South Koreans visiting Urminjokkkiri can find a link to proxy router programs to help them evade the firewall, according to the August report from the Director of National Intelligence’s Open Source Center, “suggesting a connection with efforts to neutralize South Korean censorship.” 

Pyongyang’s official Twitter account — which has over 10,000 followers — uses TinyURL links, so users don’t get directed to blocked North Korean web addresses.

The YouTube channel is filled with typical North Korean fare: gaunt-looking technicians at factories demonstrating their latest computerized controls; miners extracting endless trays of coal to an accordion-heavy soundtrack; ceaseless military parades.

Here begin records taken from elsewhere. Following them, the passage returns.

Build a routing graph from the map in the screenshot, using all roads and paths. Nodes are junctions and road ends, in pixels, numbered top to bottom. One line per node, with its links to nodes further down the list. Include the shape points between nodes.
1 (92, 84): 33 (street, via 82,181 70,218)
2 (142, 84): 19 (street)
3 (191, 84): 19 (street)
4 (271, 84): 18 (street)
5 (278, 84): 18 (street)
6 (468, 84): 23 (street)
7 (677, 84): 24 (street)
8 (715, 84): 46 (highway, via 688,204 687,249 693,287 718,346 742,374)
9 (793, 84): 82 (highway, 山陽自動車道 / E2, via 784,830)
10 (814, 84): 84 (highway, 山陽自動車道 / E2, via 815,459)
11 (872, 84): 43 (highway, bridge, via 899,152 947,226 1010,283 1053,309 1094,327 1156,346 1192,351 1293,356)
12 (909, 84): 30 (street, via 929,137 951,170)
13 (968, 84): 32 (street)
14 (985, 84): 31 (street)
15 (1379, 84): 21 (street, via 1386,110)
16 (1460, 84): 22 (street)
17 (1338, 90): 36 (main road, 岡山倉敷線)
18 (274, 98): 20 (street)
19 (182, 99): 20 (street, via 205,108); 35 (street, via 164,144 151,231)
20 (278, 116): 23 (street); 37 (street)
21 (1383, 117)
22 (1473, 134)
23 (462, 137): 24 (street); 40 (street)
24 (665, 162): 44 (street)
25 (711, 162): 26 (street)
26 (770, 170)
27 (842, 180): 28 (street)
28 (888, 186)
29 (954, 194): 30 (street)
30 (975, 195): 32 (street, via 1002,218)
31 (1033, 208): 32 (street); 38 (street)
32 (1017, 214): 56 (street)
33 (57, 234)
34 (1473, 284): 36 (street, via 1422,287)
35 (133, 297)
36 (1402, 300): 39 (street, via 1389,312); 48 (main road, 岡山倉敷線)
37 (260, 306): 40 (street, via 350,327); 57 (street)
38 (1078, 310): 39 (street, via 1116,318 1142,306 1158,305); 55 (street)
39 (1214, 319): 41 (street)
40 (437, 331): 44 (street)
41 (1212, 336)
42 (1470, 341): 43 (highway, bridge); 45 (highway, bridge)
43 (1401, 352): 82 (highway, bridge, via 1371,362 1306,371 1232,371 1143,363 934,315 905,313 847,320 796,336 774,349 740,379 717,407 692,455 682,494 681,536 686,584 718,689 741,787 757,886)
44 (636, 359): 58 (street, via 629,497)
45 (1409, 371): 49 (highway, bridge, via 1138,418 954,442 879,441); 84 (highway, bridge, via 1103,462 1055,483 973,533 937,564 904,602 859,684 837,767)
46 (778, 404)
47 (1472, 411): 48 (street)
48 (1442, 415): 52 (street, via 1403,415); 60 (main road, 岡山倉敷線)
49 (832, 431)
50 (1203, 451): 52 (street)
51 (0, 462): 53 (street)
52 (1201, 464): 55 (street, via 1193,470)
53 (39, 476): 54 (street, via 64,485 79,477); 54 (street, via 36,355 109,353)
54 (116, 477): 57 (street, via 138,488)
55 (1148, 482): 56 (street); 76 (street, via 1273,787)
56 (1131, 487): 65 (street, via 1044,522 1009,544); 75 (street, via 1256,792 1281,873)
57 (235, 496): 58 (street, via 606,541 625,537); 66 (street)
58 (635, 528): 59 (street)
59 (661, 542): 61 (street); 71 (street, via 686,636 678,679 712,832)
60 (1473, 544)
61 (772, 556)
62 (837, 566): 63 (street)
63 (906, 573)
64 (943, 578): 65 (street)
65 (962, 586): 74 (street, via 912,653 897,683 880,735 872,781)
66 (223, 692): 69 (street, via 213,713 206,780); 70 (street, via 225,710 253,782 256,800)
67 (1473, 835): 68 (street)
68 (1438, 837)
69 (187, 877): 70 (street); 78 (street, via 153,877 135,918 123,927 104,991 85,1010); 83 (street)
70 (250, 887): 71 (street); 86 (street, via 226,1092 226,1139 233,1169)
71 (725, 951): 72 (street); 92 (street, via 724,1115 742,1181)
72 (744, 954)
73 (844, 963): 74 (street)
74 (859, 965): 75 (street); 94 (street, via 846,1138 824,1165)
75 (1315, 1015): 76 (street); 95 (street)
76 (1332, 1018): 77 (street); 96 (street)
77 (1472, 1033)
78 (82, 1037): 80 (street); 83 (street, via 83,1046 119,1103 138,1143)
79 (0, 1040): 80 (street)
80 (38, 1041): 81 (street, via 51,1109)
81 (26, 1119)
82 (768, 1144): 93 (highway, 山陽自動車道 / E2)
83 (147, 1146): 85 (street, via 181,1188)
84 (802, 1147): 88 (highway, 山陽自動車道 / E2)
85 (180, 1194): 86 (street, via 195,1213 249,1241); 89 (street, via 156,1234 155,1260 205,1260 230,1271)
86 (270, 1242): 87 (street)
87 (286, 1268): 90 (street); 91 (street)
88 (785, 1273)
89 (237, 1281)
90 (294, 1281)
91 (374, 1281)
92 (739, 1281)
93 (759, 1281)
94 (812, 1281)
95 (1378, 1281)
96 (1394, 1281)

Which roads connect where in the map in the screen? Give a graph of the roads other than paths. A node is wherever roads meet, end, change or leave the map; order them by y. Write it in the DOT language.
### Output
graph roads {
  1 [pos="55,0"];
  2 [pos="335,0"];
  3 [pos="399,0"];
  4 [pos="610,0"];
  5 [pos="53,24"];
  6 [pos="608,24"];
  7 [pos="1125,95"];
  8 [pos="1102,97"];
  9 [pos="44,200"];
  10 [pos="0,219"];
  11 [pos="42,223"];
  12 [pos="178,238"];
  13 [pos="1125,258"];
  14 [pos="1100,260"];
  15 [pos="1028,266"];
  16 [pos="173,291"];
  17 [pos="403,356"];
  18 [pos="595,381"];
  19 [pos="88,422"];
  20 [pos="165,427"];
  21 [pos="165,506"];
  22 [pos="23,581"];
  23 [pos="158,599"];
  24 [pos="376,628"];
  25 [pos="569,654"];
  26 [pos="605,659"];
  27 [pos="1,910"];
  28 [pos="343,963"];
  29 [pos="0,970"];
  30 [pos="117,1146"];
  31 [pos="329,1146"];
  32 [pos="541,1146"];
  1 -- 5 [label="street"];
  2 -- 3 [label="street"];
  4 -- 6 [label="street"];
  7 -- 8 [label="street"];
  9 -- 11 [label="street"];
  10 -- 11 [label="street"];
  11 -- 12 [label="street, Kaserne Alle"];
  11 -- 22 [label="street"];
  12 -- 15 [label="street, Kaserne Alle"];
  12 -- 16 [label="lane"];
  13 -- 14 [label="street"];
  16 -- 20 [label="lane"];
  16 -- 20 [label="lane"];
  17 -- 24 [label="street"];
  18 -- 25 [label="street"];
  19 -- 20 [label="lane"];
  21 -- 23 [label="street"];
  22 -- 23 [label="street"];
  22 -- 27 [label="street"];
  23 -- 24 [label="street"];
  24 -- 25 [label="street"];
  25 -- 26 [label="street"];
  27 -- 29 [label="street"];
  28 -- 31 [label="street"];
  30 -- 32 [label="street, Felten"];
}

They appear to be clips from state television.

Same goes for the other social-media efforts. The North’s Flickr page is heavy on shots of flash-card dancing and joyful fireworks explosions, with heavy emphasis on the illuminated streets of Pyongyang  — to refute the image of the country as an impoverished, electricity-starved prion-state. Curiously, its Facebook page is pretty barren, except for links to its other propaganda and social-media sites.

[Excerpts from Spencer Ackerman, Wired]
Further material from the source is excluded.